- _Data listing_
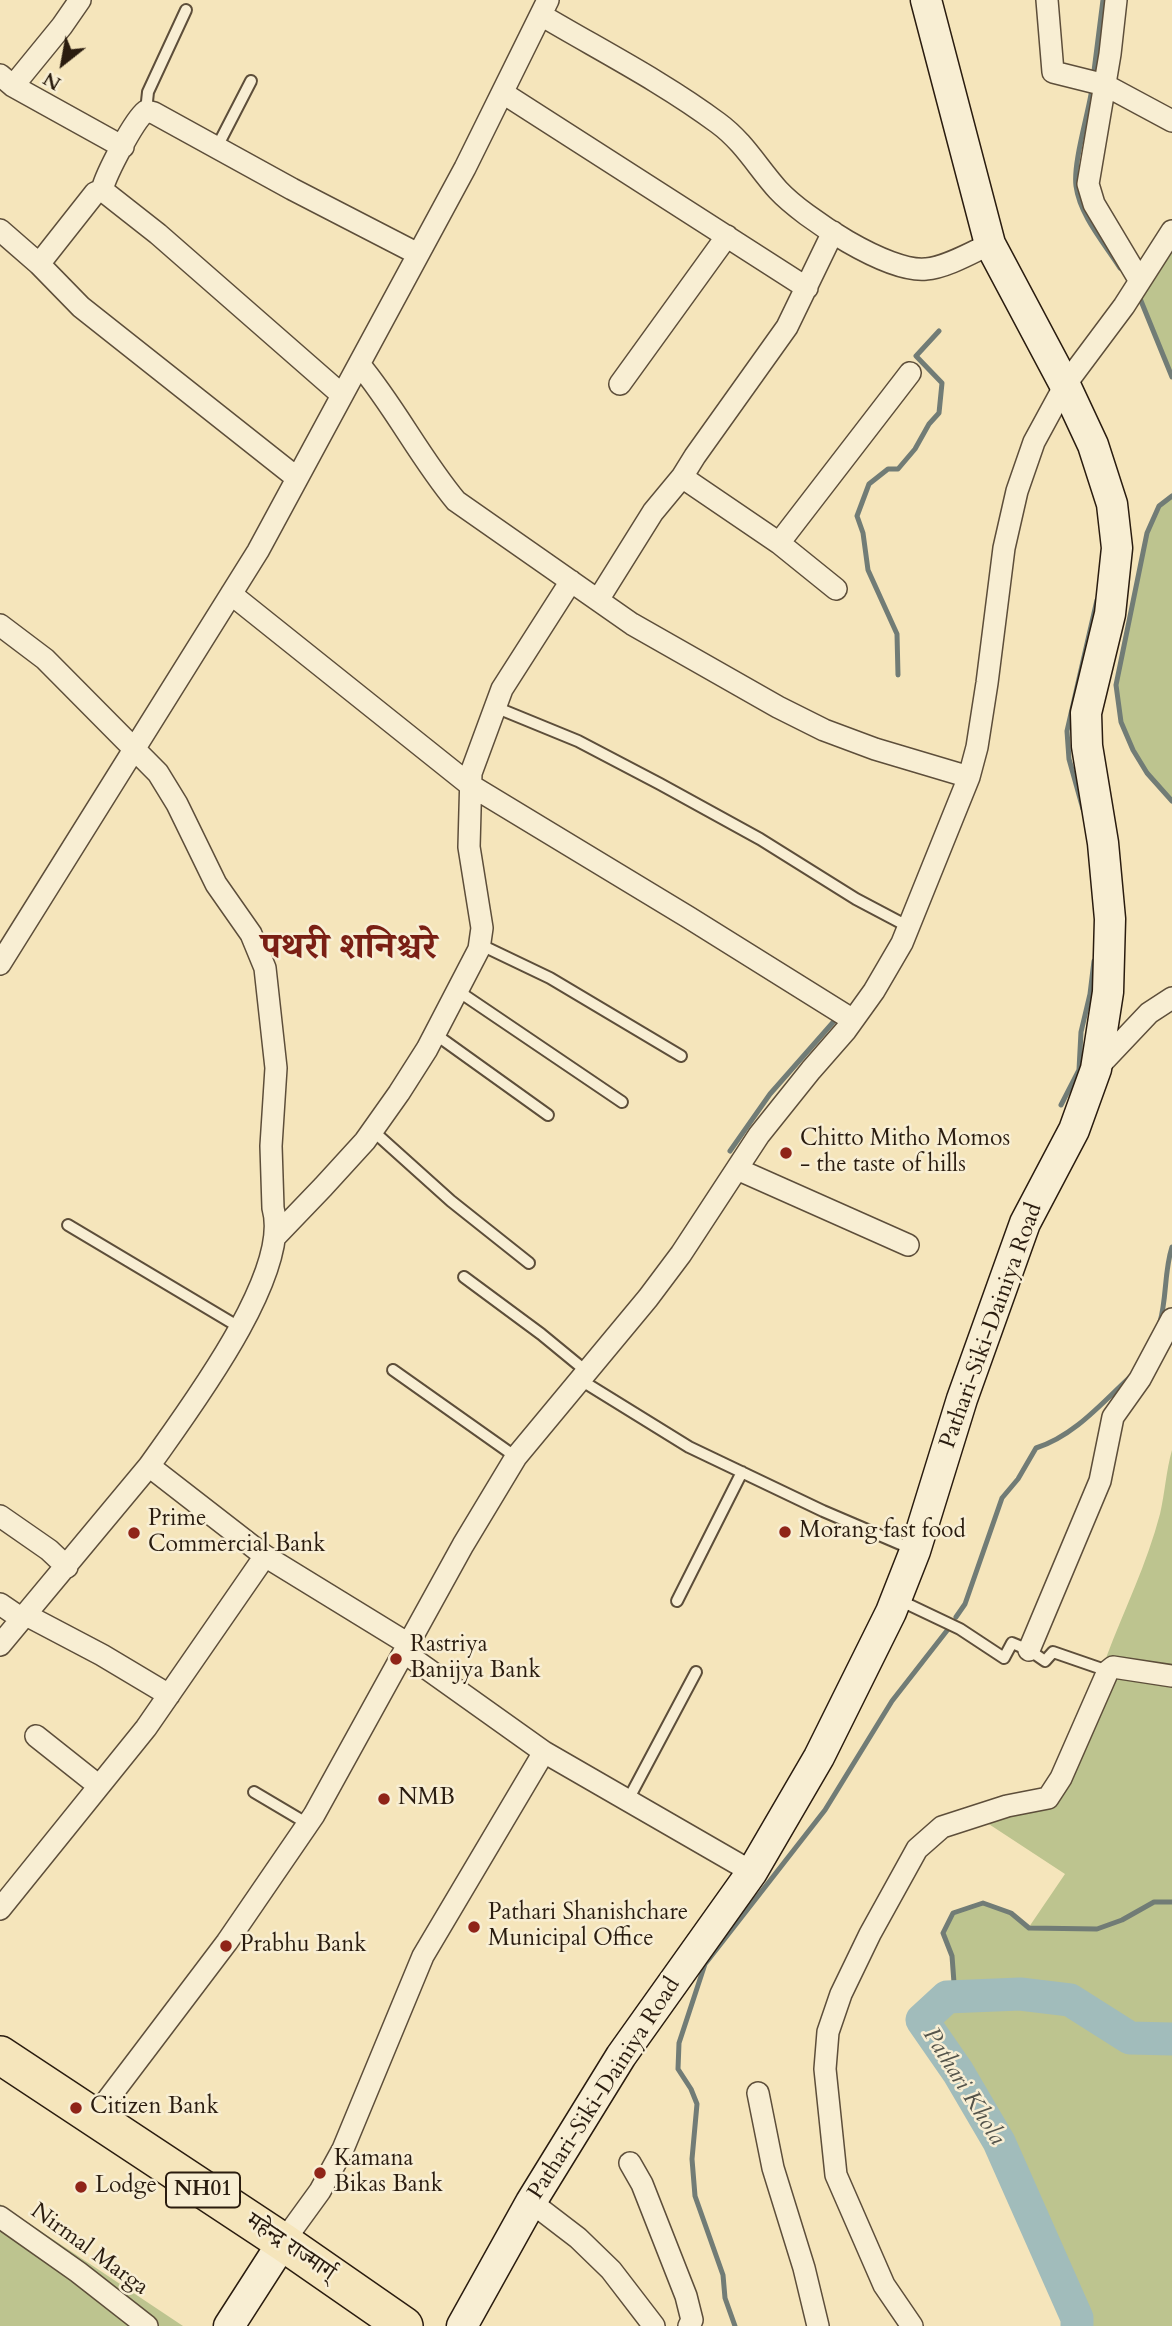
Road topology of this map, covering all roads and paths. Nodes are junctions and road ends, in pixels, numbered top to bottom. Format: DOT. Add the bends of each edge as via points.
graph roads {
  1 [pos="80,0"];
  2 [pos="926,0"];
  3 [pos="1047,0"];
  4 [pos="1116,0"];
  5 [pos="544,7"];
  6 [pos="186,10"];
  7 [pos="6,81"];
  8 [pos="251,81"];
  9 [pos="1105,85"];
  10 [pos="503,93"];
  11 [pos="146,111"];
  12 [pos="1172,121"];
  13 [pos="123,147"];
  14 [pos="217,147"];
  15 [pos="102,190"];
  16 [pos="0,230"];
  17 [pos="1172,231"];
  18 [pos="833,232"];
  19 [pos="727,236"];
  20 [pos="990,244"];
  21 [pos="418,254"];
  22 [pos="39,264"];
  23 [pos="1140,281"];
  24 [pos="807,288"];
  25 [pos="359,364"];
  26 [pos="910,373"];
  27 [pos="620,384"];
  28 [pos="1065,385"];
  29 [pos="342,394"];
  30 [pos="682,477"];
  31 [pos="298,478"];
  32 [pos="779,543"];
  33 [pos="571,582"];
  34 [pos="836,589"];
  35 [pos="231,594"];
  36 [pos="598,600"];
  37 [pos="0,625"];
  38 [pos="495,707"];
  39 [pos="136,748"];
  40 [pos="969,777"];
  41 [pos="470,785"];
  42 [pos="909,927"];
  43 [pos="479,944"];
  44 [pos="2,955"];
  45 [pos="458,991"];
  46 [pos="1172,998"];
  47 [pos="853,1020"];
  48 [pos="435,1034"];
  49 [pos="681,1056"];
  50 [pos="1096,1069"];
  51 [pos="622,1102"];
  52 [pos="548,1115"];
  53 [pos="372,1130"];
  54 [pos="737,1169"];
  55 [pos="68,1225"];
  56 [pos="275,1237"];
  57 [pos="908,1245"];
  58 [pos="529,1263"];
  59 [pos="464,1278"];
  60 [pos="1172,1319"];
  61 [pos="239,1327"];
  62 [pos="393,1370"];
  63 [pos="582,1375"];
  64 [pos="516,1457"];
  65 [pos="149,1466"];
  66 [pos="742,1472"];
  67 [pos="0,1516"];
  68 [pos="915,1550"];
  69 [pos="265,1556"];
  70 [pos="67,1567"];
  71 [pos="896,1599"];
  72 [pos="677,1601"];
  73 [pos="0,1604"];
  74 [pos="24,1617"];
  75 [pos="0,1645"];
  76 [pos="407,1649"];
  77 [pos="1030,1650"];
  78 [pos="1108,1671"];
  79 [pos="696,1672"];
  80 [pos="1172,1676"];
  81 [pos="169,1695"];
  82 [pos="36,1736"];
  83 [pos="544,1752"];
  84 [pos="99,1786"];
  85 [pos="254,1792"];
  86 [pos="628,1800"];
  87 [pos="307,1824"];
  88 [pos="752,1872"];
  89 [pos="0,1909"];
  90 [pos="0,2055"];
  91 [pos="758,2093"];
  92 [pos="93,2119"];
  93 [pos="630,2163"];
  94 [pos="531,2202"];
  95 [pos="0,2217"];
  96 [pos="283,2242"];
  97 [pos="147,2326"];
  98 [pos="229,2326"];
  99 [pos="404,2326"];
  100 [pos="462,2326"];
  101 [pos="654,2326"];
  102 [pos="689,2326"];
  103 [pos="818,2326"];
  104 [pos="912,2326"];
  1 -- 7 [label="street" via="62,26"];
  2 -- 20 [label="main road, Pathari-Siki-Dainiya Road"];
  3 -- 9 [label="street" via="1053,72"];
  4 -- 9 [label="street"];
  5 -- 10 [label="street"];
  5 -- 18 [label="street" via="719,124 803,214"];
  6 -- 11 [label="lane" via="148,92"];
  7 -- 13 [label="street"];
  8 -- 14 [label="lane"];
  9 -- 12 [label="street"];
  9 -- 23 [label="street" via="1088,184 1094,204"];
  10 -- 19 [label="street"];
  10 -- 21 [label="street"];
  11 -- 13 [label="street"];
  11 -- 14 [label="street"];
  13 -- 15 [label="street"];
  14 -- 21 [label="street"];
  15 -- 22 [label="street"];
  15 -- 29 [label="street"];
  16 -- 22 [label="street"];
  17 -- 23 [label="street"];
  18 -- 20 [label="street" via="912,269 929,269"];
  18 -- 24 [label="street"];
  19 -- 24 [label="street"];
  19 -- 27 [label="street"];
  20 -- 28 [label="main road, Pathari-Siki-Dainiya Road"];
  21 -- 25 [label="street"];
  22 -- 31 [label="street" via="80,307"];
  23 -- 28 [label="street"];
  24 -- 30 [label="street" via="787,327"];
  25 -- 29 [label="street"];
  25 -- 33 [label="street" via="434,476 456,501"];
  26 -- 32 [label="street"];
  28 -- 40 [label="street" via="1034,442 1014,502"];
  28 -- 50 [label="main road, Pathari-Siki-Dainiya Road" via="1093,445 1112,504 1117,548 1110,614 1086,713 1110,919 1108,992"];
  29 -- 31 [label="street"];
  30 -- 32 [label="street"];
  30 -- 36 [label="street" via="653,512"];
  31 -- 35 [label="street"];
  32 -- 34 [label="street"];
  33 -- 36 [label="street"];
  33 -- 38 [label="street" via="519,659"];
  35 -- 39 [label="street"];
  35 -- 41 [label="street"];
  36 -- 40 [label="street" via="632,624 824,730"];
  37 -- 39 [label="street" via="45,659"];
  38 -- 41 [label="street"];
  38 -- 42 [label="lane" via="578,741 660,784"];
  39 -- 44 [label="street"];
  39 -- 56 [label="street" via="159,773 216,884 251,934 265,968 276,1068 271,1146"];
  40 -- 42 [label="street"];
  41 -- 43 [label="street" via="469,847 482,928"];
  41 -- 47 [label="street"];
  42 -- 47 [label="street"];
  43 -- 45 [label="street"];
  43 -- 49 [label="lane" via="550,978"];
  45 -- 48 [label="street"];
  45 -- 51 [label="lane"];
  46 -- 50 [label="street" via="1149,1013"];
  47 -- 54 [label="street" via="759,1135"];
  48 -- 52 [label="lane"];
  48 -- 53 [label="street"];
  50 -- 68 [label="main road, Pathari-Siki-Dainiya Road" via="1074,1130 1025,1223 962,1399"];
  53 -- 56 [label="street"];
  53 -- 58 [label="lane"];
  54 -- 57 [label="street"];
  54 -- 63 [label="street" via="664,1276"];
  55 -- 61 [label="lane"];
  56 -- 61 [label="street" via="258,1294"];
  59 -- 63 [label="lane" via="541,1334"];
  60 -- 77 [label="street" via="1140,1379 1113,1417 1100,1481"];
  61 -- 65 [label="street" via="209,1380"];
  62 -- 64 [label="lane"];
  63 -- 64 [label="street"];
  63 -- 66 [label="lane" via="689,1447"];
  64 -- 76 [label="street"];
  65 -- 69 [label="street"];
  65 -- 70 [label="street"];
  66 -- 68 [label="lane"];
  66 -- 72 [label="lane"];
  67 -- 70 [label="street"];
  68 -- 71 [label="main road, Pathari-Siki-Dainiya Road"];
  69 -- 76 [label="street"];
  69 -- 81 [label="street"];
  70 -- 74 [label="street"];
  71 -- 77 [label="lane" via="960,1629 1004,1658 1012,1643"];
  71 -- 88 [label="main road, Pathari-Siki-Dainiya Road" via="819,1757"];
  73 -- 74 [label="street"];
  74 -- 75 [label="street"];
  74 -- 81 [label="street"];
  76 -- 83 [label="street"];
  76 -- 87 [label="street"];
  77 -- 78 [label="lane" via="1045,1661 1053,1652"];
  78 -- 80 [label="street" via="1122,1667"];
  78 -- 104 [label="street" via="1048,1798 942,1827 917,1849 841,1994 828,2032 825,2069 836,2175 884,2285"];
  79 -- 86 [label="lane"];
  81 -- 84 [label="street"];
  82 -- 84 [label="street"];
  83 -- 86 [label="street"];
  83 -- 96 [label="street" via="423,1956 343,2149"];
  84 -- 89 [label="street"];
  85 -- 87 [label="lane"];
  86 -- 88 [label="street"];
  87 -- 92 [label="street" via="227,1942"];
  88 -- 94 [label="main road, Pathari-Siki-Dainiya Road" via="621,2056"];
  90 -- 92 [label="highway, महेन्द्र राज्मार्ग् / NH01"];
  91 -- 103 [label="street" via="773,2168"];
  92 -- 96 [label="highway, महेन्द्र राज्मार्ग् / NH01"];
  93 -- 102 [label="street" via="686,2296 692,2320"];
  94 -- 100 [label="main road, Pathari-Siki-Dainiya Road"];
  94 -- 101 [label="street" via="560,2222 611,2270"];
  95 -- 97 [label="street, Nirmal Marga"];
  96 -- 98 [label="main road"];
  96 -- 99 [label="highway, महेन्द्र राज्मार्ग् / NH01"];
}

- _Work request_
Only lines holding "Pathari" are wanted; copy all of them from the listing.

- _Solution for this task_
  2 -- 20 [label="main road, Pathari-Siki-Dainiya Road"];
  20 -- 28 [label="main road, Pathari-Siki-Dainiya Road"];
  28 -- 50 [label="main road, Pathari-Siki-Dainiya Road" via="1093,445 1112,504 1117,548 1110,614 1086,713 1110,919 1108,992"];
  50 -- 68 [label="main road, Pathari-Siki-Dainiya Road" via="1074,1130 1025,1223 962,1399"];
  68 -- 71 [label="main road, Pathari-Siki-Dainiya Road"];
  71 -- 88 [label="main road, Pathari-Siki-Dainiya Road" via="819,1757"];
  88 -- 94 [label="main road, Pathari-Siki-Dainiya Road" via="621,2056"];
  94 -- 100 [label="main road, Pathari-Siki-Dainiya Road"];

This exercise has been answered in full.